Start of Block

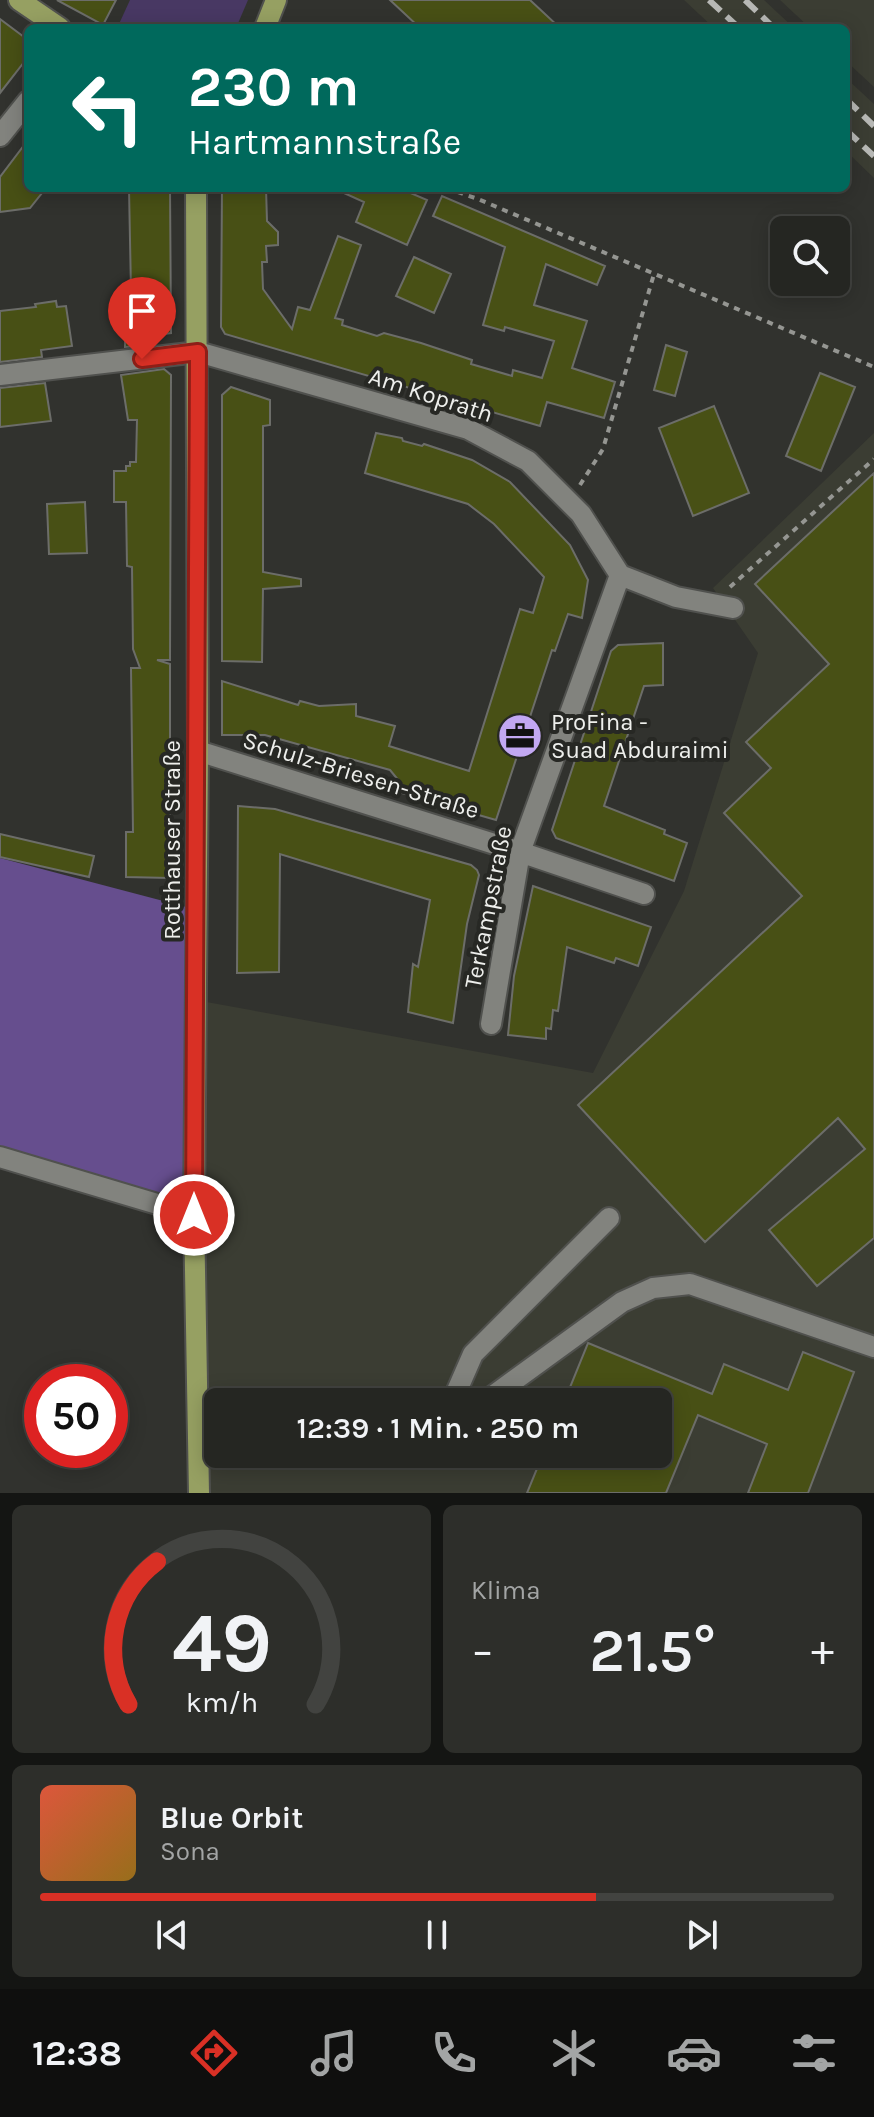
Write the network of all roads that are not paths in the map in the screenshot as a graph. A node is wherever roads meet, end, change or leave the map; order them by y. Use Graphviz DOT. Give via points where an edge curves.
graph roads {
  1 [pos="19,0"];
  2 [pos="276,0"];
  3 [pos="54,24"];
  4 [pos="267,24"];
  5 [pos="24,106"];
  6 [pos="0,136"];
  7 [pos="196,192"];
  8 [pos="198,352"];
  9 [pos="0,375"];
  10 [pos="620,575"];
  11 [pos="733,608"];
  12 [pos="198,751"];
  13 [pos="520,852"];
  14 [pos="644,894"];
  15 [pos="491,1024"];
  16 [pos="0,1157"];
  17 [pos="194,1215"];
  18 [pos="609,1218"];
  19 [pos="874,1347"];
  20 [pos="458,1388"];
  21 [pos="504,1388"];
  22 [pos="199,1493"];
  1 -- 3 [label="main road"];
  2 -- 4 [label="main road"];
  5 -- 6 [label="street"];
  7 -- 8 [label="main road, Rotthauser Straße"];
  8 -- 9 [label="street"];
  8 -- 10 [label="street, Am Koprath" via="468,429 528,461 581,514"];
  8 -- 12 [label="main road, Rotthauser Straße"];
  10 -- 11 [label="street" via="676,597"];
  10 -- 13 [label="street, Terkampstraße"];
  12 -- 13 [label="street, Schulz-Briesen-Straße"];
  12 -- 17 [label="main road, Rotthauser Straße"];
  13 -- 14 [label="street, Schulz-Briesen-Straße"];
  13 -- 15 [label="street, Terkampstraße"];
  16 -- 17 [label="street"];
  17 -- 22 [label="main road, Rotthauser Straße"];
  18 -- 20 [label="street" via="473,1354"];
  19 -- 21 [label="street" via="690,1284 653,1288 622,1302"];
}
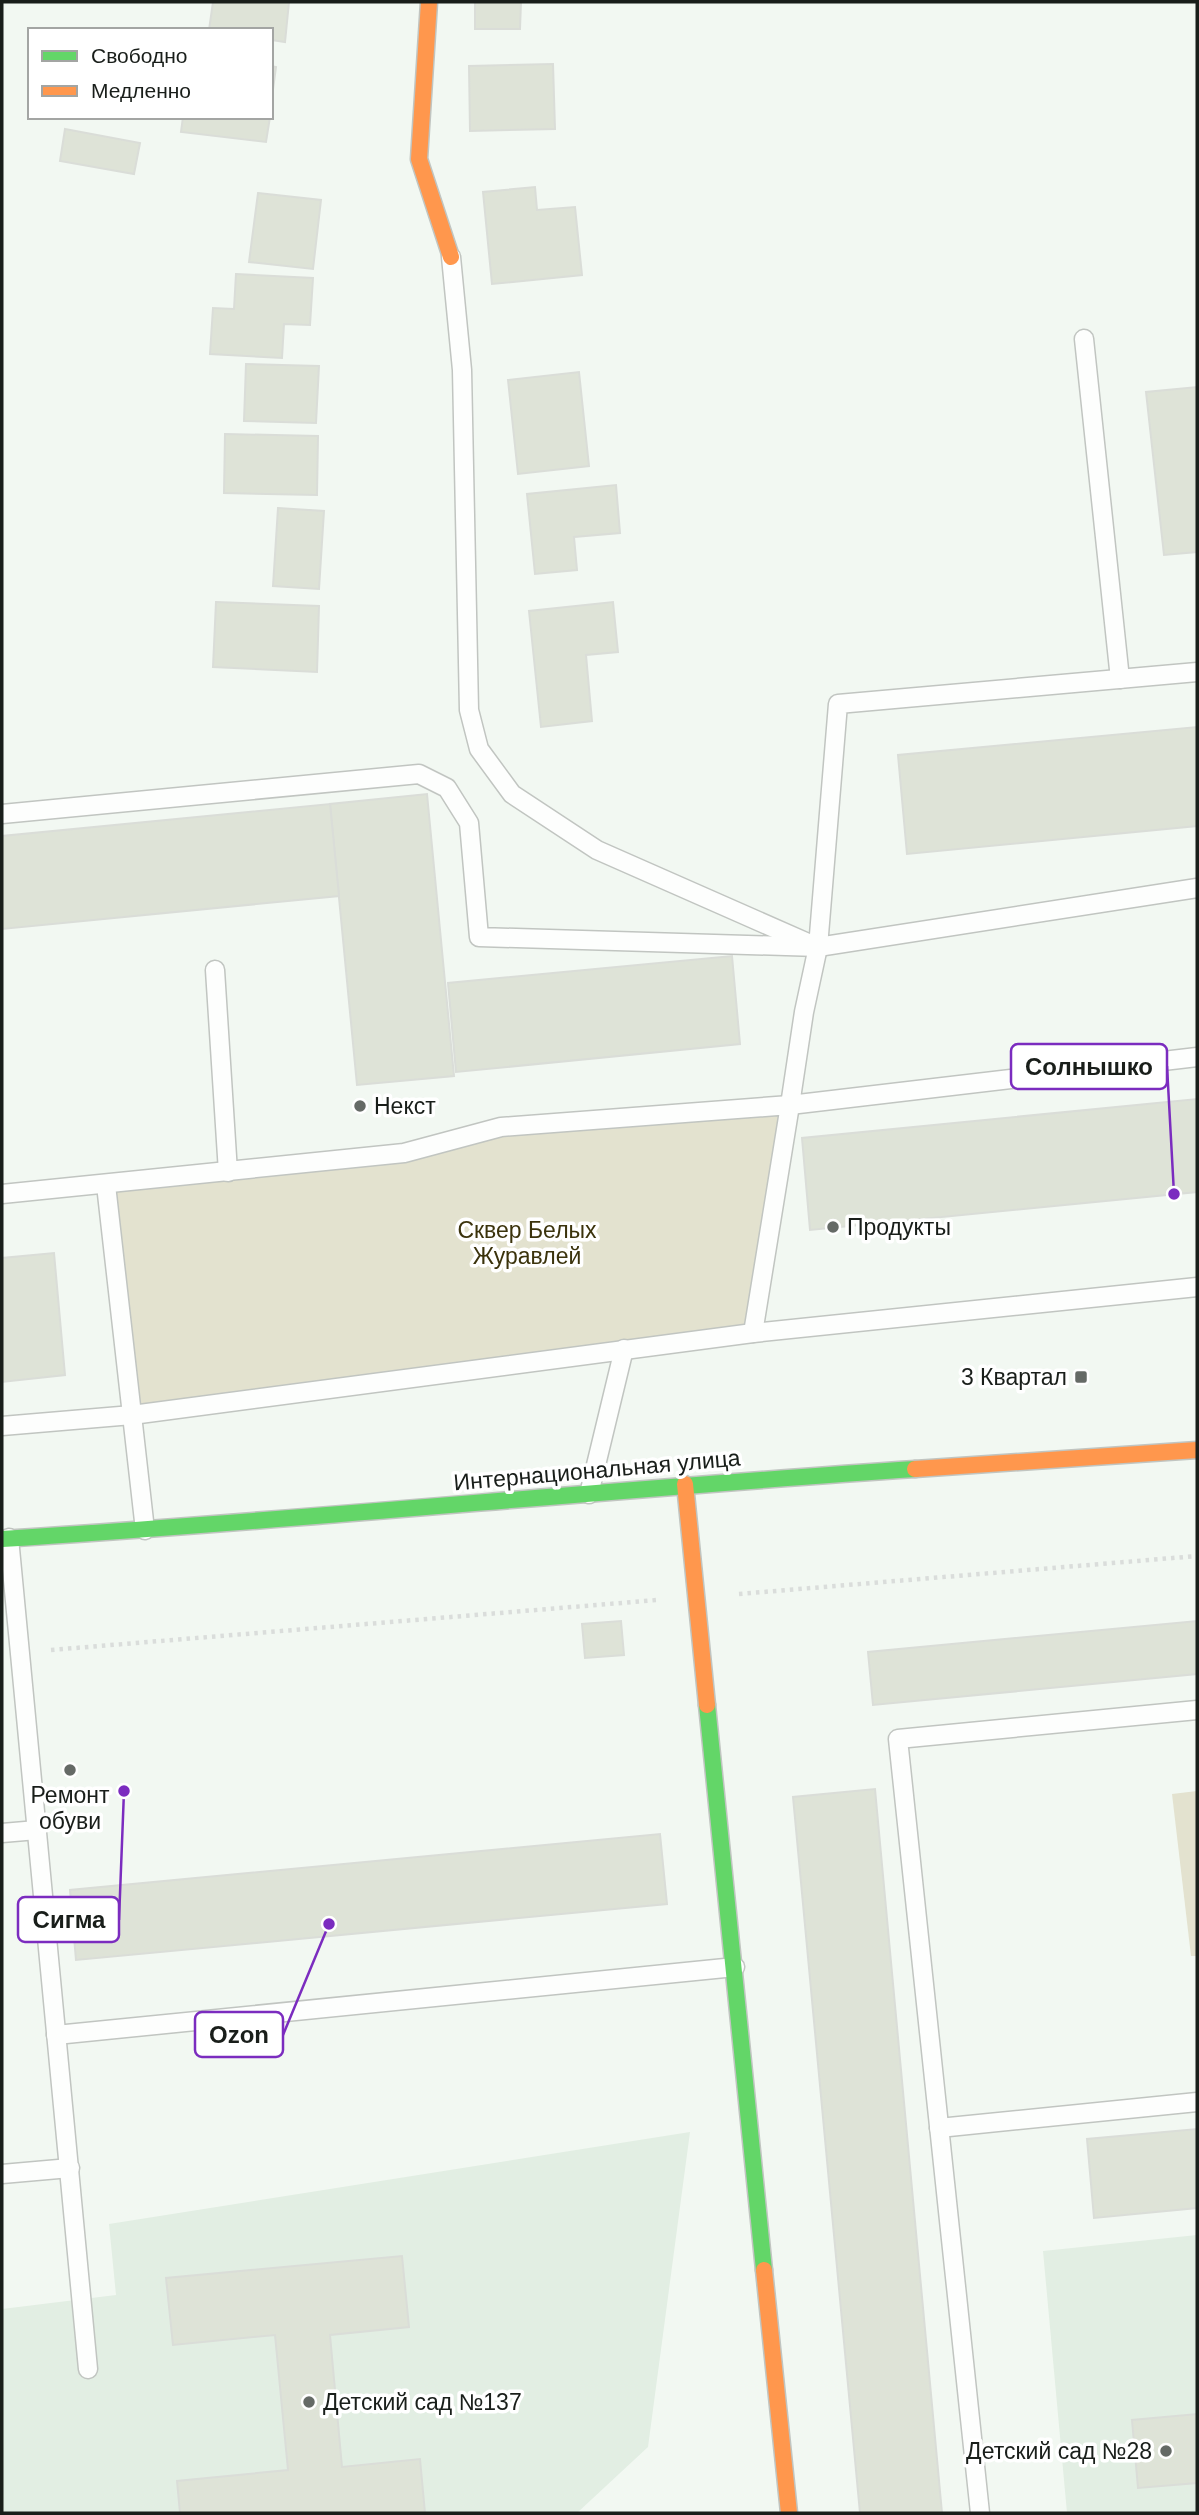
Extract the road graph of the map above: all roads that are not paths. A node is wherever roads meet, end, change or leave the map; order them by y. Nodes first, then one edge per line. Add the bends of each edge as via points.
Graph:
1 (429, 2) edge
2 (451, 257) joint
3 (1084, 339) dead end
4 (1197, 672) edge
5 (1120, 679) junction
6 (2, 814) edge
7 (1197, 888) edge
8 (818, 947) junction
9 (215, 970) dead end
10 (1197, 1057) edge
11 (790, 1105) junction
12 (228, 1172) junction
13 (106, 1185) junction
14 (2, 1194) edge
15 (1197, 1287) edge
16 (753, 1333) junction
17 (624, 1349) junction
18 (132, 1415) junction
19 (2, 1426) edge
20 (1197, 1450) edge
21 (685, 1484) junction
22 (589, 1494) junction
23 (145, 1530) junction
24 (6, 1539) edge
25 (1197, 1710) edge
26 (37, 1830) junction
27 (2, 1833) edge
28 (735, 1968) junction
29 (56, 2035) junction
30 (1197, 2102) edge
31 (939, 2128) junction
32 (70, 2168) junction
33 (2, 2174) edge
34 (88, 2369) dead end
35 (789, 2513) edge
36 (980, 2513) edge

1 - 2 street via 419,159
2 - 8 lane via 462,370 468,710 479,749 512,794 597,850
3 - 5 lane
4 - 5 lane
5 - 8 lane via 838,704
6 - 8 lane via 419,774 447,788 468,824 479,937
7 - 8 lane
8 - 11 lane
9 - 12 lane
10 - 11 lane
11 - 12 lane via 501,1127 404,1153
11 - 16 lane
12 - 13 lane
13 - 14 lane
13 - 18 lane
15 - 16 lane
16 - 17 lane
17 - 18 lane
17 - 22 lane
18 - 19 lane
18 - 23 lane
20 - 21 street, Интернациональная улица
21 - 22 street, Интернациональная улица
21 - 28 street
22 - 23 street, Интернациональная улица
23 - 24 street, Интернациональная улица
24 - 26 lane
25 - 31 lane via 898,1739
26 - 27 lane
26 - 29 lane
28 - 29 lane
28 - 35 street
29 - 32 lane
30 - 31 lane
31 - 36 lane
32 - 33 lane
32 - 34 lane

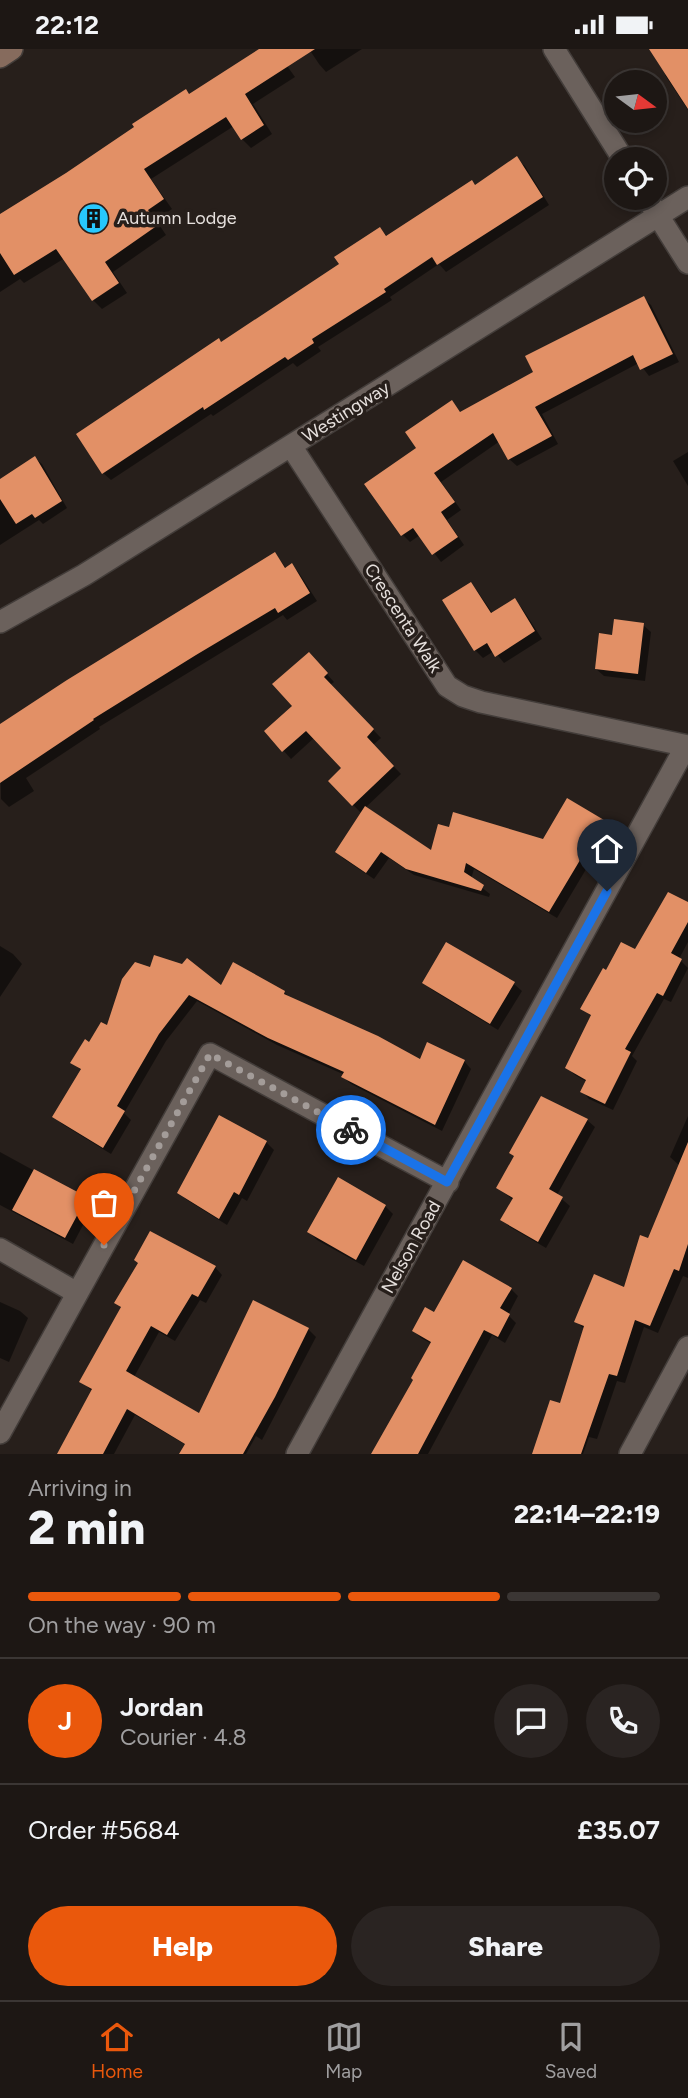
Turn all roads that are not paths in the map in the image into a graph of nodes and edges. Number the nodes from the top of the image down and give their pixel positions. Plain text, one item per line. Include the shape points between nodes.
1 (12, 49) edge
2 (554, 49) edge
3 (0, 57) edge
4 (615, 147) edge
5 (688, 197) edge
6 (667, 203) edge
7 (648, 210) edge
8 (655, 210) edge
9 (688, 263) edge
10 (291, 446) junction
11 (0, 622) edge
12 (687, 746) edge
13 (447, 1182) junction
14 (0, 1249) edge
15 (77, 1293) junction
16 (688, 1347) edge
17 (0, 1433) edge
18 (297, 1454) edge
19 (630, 1454) edge

1 - 3 main road
2 - 4 street
5 - 6 street, Westingway
7 - 10 street, Westingway
8 - 9 street
10 - 11 street, Westingway
10 - 12 street, Crescenta Walk via 447,686 481,702
12 - 13 street, Nelson Road
13 - 15 street via 210,1054
13 - 18 street, Nelson Road
14 - 15 street
15 - 17 street
16 - 19 street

End of Block

Would you write out each entry word for word and omit the images?

• _Solution for this task_
Write the network of all roads that are not paths in the map in the screenshot as a graph. A node is wherever roads meet, end, change or leave the map; order them by y. Use Graphviz DOT. Give via points where an edge curves.
graph roads {
  1 [pos="19,0"];
  2 [pos="276,0"];
  3 [pos="54,24"];
  4 [pos="267,24"];
  5 [pos="24,106"];
  6 [pos="0,136"];
  7 [pos="196,192"];
  8 [pos="198,352"];
  9 [pos="0,375"];
  10 [pos="620,575"];
  11 [pos="733,608"];
  12 [pos="198,751"];
  13 [pos="520,852"];
  14 [pos="644,894"];
  15 [pos="491,1024"];
  16 [pos="0,1157"];
  17 [pos="194,1215"];
  18 [pos="609,1218"];
  19 [pos="874,1347"];
  20 [pos="458,1388"];
  21 [pos="504,1388"];
  22 [pos="199,1493"];
  1 -- 3 [label="main road"];
  2 -- 4 [label="main road"];
  5 -- 6 [label="street"];
  7 -- 8 [label="main road, Rotthauser Straße"];
  8 -- 9 [label="street"];
  8 -- 10 [label="street, Am Koprath" via="468,429 528,461 581,514"];
  8 -- 12 [label="main road, Rotthauser Straße"];
  10 -- 11 [label="street" via="676,597"];
  10 -- 13 [label="street, Terkampstraße"];
  12 -- 13 [label="street, Schulz-Briesen-Straße"];
  12 -- 17 [label="main road, Rotthauser Straße"];
  13 -- 14 [label="street, Schulz-Briesen-Straße"];
  13 -- 15 [label="street, Terkampstraße"];
  16 -- 17 [label="street"];
  17 -- 22 [label="main road, Rotthauser Straße"];
  18 -- 20 [label="street" via="473,1354"];
  19 -- 21 [label="street" via="690,1284 653,1288 622,1302"];
}
Extract the road graph of the map above: all roads that are not paths. A node is wherever roads meet, end, change or leave the map; order them by y. Nodes first, then one edge per line. Add the bends of each edge as via points.
Graph:
1 (429, 2) edge
2 (451, 257) joint
3 (1084, 339) dead end
4 (1197, 672) edge
5 (1120, 679) junction
6 (2, 814) edge
7 (1197, 888) edge
8 (818, 947) junction
9 (215, 970) dead end
10 (1197, 1057) edge
11 (790, 1105) junction
12 (228, 1172) junction
13 (106, 1185) junction
14 (2, 1194) edge
15 (1197, 1287) edge
16 (753, 1333) junction
17 (624, 1349) junction
18 (132, 1415) junction
19 (2, 1426) edge
20 (1197, 1450) edge
21 (685, 1484) junction
22 (589, 1494) junction
23 (145, 1530) junction
24 (6, 1539) edge
25 (1197, 1710) edge
26 (37, 1830) junction
27 (2, 1833) edge
28 (735, 1968) junction
29 (56, 2035) junction
30 (1197, 2102) edge
31 (939, 2128) junction
32 (70, 2168) junction
33 (2, 2174) edge
34 (88, 2369) dead end
35 (789, 2513) edge
36 (980, 2513) edge

1 - 2 street via 419,159
2 - 8 lane via 462,370 468,710 479,749 512,794 597,850
3 - 5 lane
4 - 5 lane
5 - 8 lane via 838,704
6 - 8 lane via 419,774 447,788 468,824 479,937
7 - 8 lane
8 - 11 lane
9 - 12 lane
10 - 11 lane
11 - 12 lane via 501,1127 404,1153
11 - 16 lane
12 - 13 lane
13 - 14 lane
13 - 18 lane
15 - 16 lane
16 - 17 lane
17 - 18 lane
17 - 22 lane
18 - 19 lane
18 - 23 lane
20 - 21 street, Интернациональная улица
21 - 22 street, Интернациональная улица
21 - 28 street
22 - 23 street, Интернациональная улица
23 - 24 street, Интернациональная улица
24 - 26 lane
25 - 31 lane via 898,1739
26 - 27 lane
26 - 29 lane
28 - 29 lane
28 - 35 street
29 - 32 lane
30 - 31 lane
31 - 36 lane
32 - 33 lane
32 - 34 lane

Turn all roads that are not paths in the map in the image into a graph of nodes and edges. Number the nodes from the top of the image down and give their pixel positions. Plain text, one item per line. Include the shape points between nodes.
1 (12, 49) edge
2 (554, 49) edge
3 (0, 57) edge
4 (615, 147) edge
5 (688, 197) edge
6 (667, 203) edge
7 (648, 210) edge
8 (655, 210) edge
9 (688, 263) edge
10 (291, 446) junction
11 (0, 622) edge
12 (687, 746) edge
13 (447, 1182) junction
14 (0, 1249) edge
15 (77, 1293) junction
16 (688, 1347) edge
17 (0, 1433) edge
18 (297, 1454) edge
19 (630, 1454) edge

1 - 3 main road
2 - 4 street
5 - 6 street, Westingway
7 - 10 street, Westingway
8 - 9 street
10 - 11 street, Westingway
10 - 12 street, Crescenta Walk via 447,686 481,702
12 - 13 street, Nelson Road
13 - 15 street via 210,1054
13 - 18 street, Nelson Road
14 - 15 street
15 - 17 street
16 - 19 street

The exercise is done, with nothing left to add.